TORONTO — It took just 12 minutes of the first period of the first game of this first-round series against the defending champions for the Toronto Maple Leafs to dispense with all those post-season ghosts. Those shape-shifting doubts that loomed over them in the days leading up to the puck dropping on Monday night at Scotiabank Arena.

There was talk of violence, of the damage veteran, Cup-winning bulls like Pat Maroon and Corey Perry would try to inflict upon these young Maple Leafs, of whether Sheldon Keefe’s side was scrambling trying to prepare a response. There was talk of offensive juggernauts, of Stamkoses and Kucherovs and historic scoring paces in the weeks preceding this series-opening affair, of some type of otherworldliness Toronto would have to simply survive.

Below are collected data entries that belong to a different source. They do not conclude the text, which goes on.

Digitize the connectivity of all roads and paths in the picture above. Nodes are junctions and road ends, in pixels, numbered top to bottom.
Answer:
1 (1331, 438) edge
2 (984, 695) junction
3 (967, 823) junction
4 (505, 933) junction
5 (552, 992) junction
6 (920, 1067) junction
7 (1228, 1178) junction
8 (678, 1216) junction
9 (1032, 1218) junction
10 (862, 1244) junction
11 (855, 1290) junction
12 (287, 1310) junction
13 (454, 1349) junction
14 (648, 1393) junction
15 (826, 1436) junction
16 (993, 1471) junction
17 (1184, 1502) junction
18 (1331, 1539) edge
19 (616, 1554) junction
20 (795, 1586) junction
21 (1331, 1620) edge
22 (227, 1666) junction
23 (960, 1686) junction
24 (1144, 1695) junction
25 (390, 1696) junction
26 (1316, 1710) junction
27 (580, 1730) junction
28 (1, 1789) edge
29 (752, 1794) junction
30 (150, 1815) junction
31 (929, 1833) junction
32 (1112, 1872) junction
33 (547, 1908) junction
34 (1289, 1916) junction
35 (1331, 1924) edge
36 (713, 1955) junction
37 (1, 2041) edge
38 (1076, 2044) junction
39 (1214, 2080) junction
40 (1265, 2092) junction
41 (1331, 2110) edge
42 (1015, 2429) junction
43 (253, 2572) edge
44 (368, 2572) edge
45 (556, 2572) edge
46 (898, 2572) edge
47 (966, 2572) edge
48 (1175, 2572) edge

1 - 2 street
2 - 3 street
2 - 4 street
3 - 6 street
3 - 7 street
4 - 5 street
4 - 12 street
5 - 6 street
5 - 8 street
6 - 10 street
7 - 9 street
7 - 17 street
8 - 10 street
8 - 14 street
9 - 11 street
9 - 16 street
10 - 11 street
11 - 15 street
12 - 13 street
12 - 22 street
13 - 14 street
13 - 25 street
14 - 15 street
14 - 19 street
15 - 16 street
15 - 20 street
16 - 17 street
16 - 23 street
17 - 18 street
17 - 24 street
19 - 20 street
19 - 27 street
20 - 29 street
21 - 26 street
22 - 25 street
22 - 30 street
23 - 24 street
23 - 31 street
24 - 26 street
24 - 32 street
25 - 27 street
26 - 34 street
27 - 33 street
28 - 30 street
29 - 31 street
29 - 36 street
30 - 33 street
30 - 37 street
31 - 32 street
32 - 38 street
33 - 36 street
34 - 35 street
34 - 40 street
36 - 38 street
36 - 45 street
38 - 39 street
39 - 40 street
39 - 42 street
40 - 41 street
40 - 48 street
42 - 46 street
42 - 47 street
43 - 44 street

Twelve minutes in, these Leafs had that script crumpled up in the bin.

It started two minutes in, when T.J. Brodie was sent to the box on a hooking call, putting the Lightning’s power play monsters — Steven Stamkos, Nikita Kucherov, Brayden Point, Alex Killorn and Victor Hedman — on the ice for the first time. The Leafs weathered the storm. Eyebrows were raised.

It continued seven minutes in, when Kyle Clifford — put in the lineup for Game 1 as a clear answer for the physical punishment the Leafs expected to come their way — doled out the first dose of genuine violence, crushing Ross Colton in the numbers on the second hit of his first shift, leaving the Lightning forward checking for lost teeth.

In response, the officials handed Clifford a five-minute major and a game misconduct. The bruising Leaf had made an impact, as predicted, but surely not the one his coach had expected, or hoped for.

And yet, in an odd twist of fate that could wind up being a microcosm for this whole series should Toronto do what it hopes to — the Maple Leafs found life in the tougher path. They held the fort for five minutes straight, stymying Jon Cooper’s pack of all-stars at every turn. But stymying was just the half of it — they flat out dominated the Bolts on the penalty kill.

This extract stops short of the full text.